Gulnare announces his doom to him, but he is calm. He cannot stoop even to pray. He has deserted his Maker, and it would be baseness now to prostrate himself before Him.

“I have no thought to mock his throne with prayer
Wrung from the coward crouching of despair;
It is enough—I breathe—and I can bear.”

He has no martyr-hope with which to console himself; his endurance is of the finest order—simple, sheer resolution, a resolve that with no reward, he will never disgrace himself. He knows what it is

“To count the hours that struggle to thine end,
With not a friend to animate, and tell
To other ears that death became thee well,”

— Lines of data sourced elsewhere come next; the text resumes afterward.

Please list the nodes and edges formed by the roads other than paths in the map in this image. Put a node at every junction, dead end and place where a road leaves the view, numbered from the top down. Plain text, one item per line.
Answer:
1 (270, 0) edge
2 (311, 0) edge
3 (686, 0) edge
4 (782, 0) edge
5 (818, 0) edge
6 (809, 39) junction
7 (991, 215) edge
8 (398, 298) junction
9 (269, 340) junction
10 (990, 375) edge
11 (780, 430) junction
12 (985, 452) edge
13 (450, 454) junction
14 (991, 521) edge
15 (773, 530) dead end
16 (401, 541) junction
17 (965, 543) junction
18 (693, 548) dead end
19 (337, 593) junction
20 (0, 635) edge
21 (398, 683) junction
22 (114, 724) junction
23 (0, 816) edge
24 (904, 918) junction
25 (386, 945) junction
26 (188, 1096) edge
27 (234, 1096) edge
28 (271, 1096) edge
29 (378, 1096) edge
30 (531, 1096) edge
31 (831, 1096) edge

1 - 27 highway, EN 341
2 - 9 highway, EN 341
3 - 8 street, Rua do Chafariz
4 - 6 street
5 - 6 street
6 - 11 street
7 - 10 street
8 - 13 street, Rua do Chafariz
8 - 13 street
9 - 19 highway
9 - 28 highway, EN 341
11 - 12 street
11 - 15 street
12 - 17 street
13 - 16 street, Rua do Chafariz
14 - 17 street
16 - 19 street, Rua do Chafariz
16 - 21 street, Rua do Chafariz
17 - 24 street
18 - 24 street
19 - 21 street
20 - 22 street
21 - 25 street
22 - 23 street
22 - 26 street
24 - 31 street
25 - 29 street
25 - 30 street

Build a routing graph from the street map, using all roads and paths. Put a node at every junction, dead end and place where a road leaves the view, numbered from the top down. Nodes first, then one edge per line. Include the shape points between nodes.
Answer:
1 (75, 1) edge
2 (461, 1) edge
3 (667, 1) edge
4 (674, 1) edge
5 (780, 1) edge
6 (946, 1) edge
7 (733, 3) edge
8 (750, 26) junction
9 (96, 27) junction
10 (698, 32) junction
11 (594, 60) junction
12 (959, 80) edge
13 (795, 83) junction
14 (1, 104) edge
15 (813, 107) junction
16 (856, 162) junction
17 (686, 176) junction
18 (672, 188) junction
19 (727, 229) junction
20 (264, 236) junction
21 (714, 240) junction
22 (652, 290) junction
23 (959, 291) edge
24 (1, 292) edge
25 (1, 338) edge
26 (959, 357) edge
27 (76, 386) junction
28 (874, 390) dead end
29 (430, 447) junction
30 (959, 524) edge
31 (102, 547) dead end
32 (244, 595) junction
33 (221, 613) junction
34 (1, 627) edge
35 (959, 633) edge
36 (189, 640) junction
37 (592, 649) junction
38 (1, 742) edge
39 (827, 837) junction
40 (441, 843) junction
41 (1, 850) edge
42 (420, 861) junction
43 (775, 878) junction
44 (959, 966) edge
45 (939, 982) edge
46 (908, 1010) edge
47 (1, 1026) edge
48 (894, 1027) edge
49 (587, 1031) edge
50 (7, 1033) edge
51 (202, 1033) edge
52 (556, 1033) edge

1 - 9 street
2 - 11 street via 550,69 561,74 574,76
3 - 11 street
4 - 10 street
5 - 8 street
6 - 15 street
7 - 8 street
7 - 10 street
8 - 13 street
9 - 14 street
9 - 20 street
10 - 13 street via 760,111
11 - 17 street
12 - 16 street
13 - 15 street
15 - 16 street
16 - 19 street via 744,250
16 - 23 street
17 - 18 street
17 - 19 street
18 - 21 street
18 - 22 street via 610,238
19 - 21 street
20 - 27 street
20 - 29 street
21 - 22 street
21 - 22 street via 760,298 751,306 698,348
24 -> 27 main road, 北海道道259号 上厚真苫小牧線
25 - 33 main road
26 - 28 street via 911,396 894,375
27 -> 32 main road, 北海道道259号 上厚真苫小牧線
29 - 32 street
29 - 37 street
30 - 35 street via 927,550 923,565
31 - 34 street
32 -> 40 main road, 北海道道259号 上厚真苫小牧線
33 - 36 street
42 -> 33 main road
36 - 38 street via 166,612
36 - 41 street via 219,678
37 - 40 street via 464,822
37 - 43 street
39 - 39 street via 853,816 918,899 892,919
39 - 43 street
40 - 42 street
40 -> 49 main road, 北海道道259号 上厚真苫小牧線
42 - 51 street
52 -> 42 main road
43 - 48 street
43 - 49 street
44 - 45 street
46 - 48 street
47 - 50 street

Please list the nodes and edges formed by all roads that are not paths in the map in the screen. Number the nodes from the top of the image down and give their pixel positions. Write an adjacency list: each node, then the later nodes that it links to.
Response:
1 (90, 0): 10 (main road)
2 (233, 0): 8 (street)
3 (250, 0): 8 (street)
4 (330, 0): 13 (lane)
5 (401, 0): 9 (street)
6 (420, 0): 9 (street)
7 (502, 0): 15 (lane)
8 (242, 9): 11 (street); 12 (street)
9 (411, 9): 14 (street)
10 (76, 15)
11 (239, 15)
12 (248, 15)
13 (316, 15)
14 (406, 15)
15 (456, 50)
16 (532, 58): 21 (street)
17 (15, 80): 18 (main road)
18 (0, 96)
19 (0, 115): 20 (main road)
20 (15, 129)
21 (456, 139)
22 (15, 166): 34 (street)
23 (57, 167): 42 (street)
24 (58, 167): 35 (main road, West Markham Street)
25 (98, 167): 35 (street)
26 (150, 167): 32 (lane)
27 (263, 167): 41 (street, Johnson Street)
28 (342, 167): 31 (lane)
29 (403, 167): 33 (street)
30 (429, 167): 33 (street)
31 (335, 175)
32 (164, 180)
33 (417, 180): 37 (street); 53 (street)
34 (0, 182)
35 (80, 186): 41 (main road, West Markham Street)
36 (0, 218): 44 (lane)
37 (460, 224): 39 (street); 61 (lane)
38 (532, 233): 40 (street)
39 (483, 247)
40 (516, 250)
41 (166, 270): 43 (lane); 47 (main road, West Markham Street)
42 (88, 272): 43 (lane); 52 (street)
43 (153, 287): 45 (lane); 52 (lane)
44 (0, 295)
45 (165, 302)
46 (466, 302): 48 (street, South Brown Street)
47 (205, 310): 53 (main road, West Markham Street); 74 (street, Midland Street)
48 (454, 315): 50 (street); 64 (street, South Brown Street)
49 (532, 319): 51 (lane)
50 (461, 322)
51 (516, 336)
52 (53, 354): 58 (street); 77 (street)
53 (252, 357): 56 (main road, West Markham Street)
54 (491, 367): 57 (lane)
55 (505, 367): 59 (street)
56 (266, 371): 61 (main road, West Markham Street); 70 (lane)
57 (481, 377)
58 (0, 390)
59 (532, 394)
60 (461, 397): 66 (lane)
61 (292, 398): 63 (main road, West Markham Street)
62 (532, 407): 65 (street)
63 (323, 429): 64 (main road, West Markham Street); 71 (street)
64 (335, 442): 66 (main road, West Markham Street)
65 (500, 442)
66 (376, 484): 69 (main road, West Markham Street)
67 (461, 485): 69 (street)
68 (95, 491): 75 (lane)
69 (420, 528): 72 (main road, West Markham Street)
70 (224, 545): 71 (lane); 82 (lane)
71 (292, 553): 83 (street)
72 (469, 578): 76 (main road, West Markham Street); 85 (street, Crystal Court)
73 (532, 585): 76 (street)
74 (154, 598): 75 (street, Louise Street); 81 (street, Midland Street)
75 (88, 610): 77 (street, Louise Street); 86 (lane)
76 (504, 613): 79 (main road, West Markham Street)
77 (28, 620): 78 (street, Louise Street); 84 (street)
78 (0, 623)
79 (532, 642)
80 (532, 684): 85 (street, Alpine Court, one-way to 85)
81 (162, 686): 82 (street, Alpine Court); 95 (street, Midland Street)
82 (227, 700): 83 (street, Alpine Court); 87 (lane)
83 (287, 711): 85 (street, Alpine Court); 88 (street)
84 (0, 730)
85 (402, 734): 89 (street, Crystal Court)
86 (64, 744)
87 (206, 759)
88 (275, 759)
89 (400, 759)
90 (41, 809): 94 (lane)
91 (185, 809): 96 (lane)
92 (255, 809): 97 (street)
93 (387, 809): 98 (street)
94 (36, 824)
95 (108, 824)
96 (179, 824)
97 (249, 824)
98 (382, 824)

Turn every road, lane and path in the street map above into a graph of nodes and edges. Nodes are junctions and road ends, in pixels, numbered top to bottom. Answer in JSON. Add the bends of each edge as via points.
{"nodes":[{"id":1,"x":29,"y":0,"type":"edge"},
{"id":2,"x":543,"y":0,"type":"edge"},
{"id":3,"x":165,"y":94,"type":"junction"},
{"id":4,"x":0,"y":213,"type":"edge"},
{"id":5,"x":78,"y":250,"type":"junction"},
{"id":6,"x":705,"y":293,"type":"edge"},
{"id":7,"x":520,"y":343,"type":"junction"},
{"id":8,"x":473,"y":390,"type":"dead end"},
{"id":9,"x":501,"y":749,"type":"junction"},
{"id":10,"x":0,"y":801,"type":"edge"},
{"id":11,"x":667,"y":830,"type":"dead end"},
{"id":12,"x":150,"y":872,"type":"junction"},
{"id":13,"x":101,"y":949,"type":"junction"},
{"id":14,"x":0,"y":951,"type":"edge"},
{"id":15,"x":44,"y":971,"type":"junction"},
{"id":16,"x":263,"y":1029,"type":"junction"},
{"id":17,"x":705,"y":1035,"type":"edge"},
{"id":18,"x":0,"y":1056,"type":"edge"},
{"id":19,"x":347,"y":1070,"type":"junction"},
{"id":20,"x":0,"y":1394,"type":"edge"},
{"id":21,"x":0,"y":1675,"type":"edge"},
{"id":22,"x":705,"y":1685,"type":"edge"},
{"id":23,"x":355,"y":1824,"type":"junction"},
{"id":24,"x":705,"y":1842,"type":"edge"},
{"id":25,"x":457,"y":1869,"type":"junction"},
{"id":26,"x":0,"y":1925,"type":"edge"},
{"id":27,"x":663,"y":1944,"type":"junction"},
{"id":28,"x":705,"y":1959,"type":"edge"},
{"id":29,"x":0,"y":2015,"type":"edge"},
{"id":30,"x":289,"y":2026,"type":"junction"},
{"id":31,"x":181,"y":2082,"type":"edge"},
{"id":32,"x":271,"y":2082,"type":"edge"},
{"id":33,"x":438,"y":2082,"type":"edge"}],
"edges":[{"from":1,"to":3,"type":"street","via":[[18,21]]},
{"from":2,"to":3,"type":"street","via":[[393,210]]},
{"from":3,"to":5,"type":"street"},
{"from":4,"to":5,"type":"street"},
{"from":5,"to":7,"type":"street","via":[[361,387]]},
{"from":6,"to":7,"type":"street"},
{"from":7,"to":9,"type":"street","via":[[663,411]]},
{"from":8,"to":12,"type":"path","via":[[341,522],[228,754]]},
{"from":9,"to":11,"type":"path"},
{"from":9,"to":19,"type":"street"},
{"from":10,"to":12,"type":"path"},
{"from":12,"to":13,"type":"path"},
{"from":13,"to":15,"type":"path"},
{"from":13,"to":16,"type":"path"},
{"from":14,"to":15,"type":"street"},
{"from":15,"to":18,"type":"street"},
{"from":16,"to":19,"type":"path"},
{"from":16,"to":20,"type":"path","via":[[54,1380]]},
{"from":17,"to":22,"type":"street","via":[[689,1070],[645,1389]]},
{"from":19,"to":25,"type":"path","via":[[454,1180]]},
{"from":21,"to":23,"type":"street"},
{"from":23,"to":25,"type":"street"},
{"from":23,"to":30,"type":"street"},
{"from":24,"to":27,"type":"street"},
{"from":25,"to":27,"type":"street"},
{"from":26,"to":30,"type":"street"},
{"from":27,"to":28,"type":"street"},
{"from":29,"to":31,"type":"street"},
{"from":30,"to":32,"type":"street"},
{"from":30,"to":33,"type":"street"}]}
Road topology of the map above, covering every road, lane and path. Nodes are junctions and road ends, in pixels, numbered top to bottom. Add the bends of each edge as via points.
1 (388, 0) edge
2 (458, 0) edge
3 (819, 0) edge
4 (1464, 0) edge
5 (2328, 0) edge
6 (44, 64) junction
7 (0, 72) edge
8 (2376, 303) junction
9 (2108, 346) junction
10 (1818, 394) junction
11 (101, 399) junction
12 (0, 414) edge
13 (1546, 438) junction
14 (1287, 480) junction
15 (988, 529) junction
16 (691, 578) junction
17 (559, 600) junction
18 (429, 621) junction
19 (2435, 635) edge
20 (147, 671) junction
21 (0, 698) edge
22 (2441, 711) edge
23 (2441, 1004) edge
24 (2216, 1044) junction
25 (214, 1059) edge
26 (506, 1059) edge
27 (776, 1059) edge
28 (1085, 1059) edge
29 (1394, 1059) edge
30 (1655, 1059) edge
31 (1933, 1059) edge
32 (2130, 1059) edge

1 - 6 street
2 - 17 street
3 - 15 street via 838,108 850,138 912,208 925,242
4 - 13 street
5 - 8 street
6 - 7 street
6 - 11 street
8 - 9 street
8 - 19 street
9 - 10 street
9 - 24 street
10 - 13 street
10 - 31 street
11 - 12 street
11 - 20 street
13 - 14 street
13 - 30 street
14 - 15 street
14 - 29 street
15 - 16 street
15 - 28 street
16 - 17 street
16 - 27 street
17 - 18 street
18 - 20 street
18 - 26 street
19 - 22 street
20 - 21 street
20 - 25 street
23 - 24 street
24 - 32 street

but he does not break down.

Gulnare tries to persuade him that the only way by which he can save himself from tortures and impalement is by the assassination of Seyd, but he refuses to accept the terms—

“Who spares a woman’s seeks not slumber’s life”—

and dismisses her. When she has done the deed and he sees the single spot of blood upon her, he, the Corsair, is unmanned as he had never been in battle, prison, or by consciousness of guilt.

“But ne’er from strife—captivity—remorse—
From all his feelings in their inmost force—
So thrill’d—so shudder’d every creeping vein,
As now they froze before that purple stain.
That spot of blood, that light but guilty streak,
Had banish’d all the beauty from her cheek!”

The Corsair’s misanthropy had not destroyed him. Small creatures alone are wholly converted into spite and scepticism by disappointment and repulse. Those who are larger avenge themselves by devotion. Conrad’s love for Medora was intensified and exalted by his hatred of the world.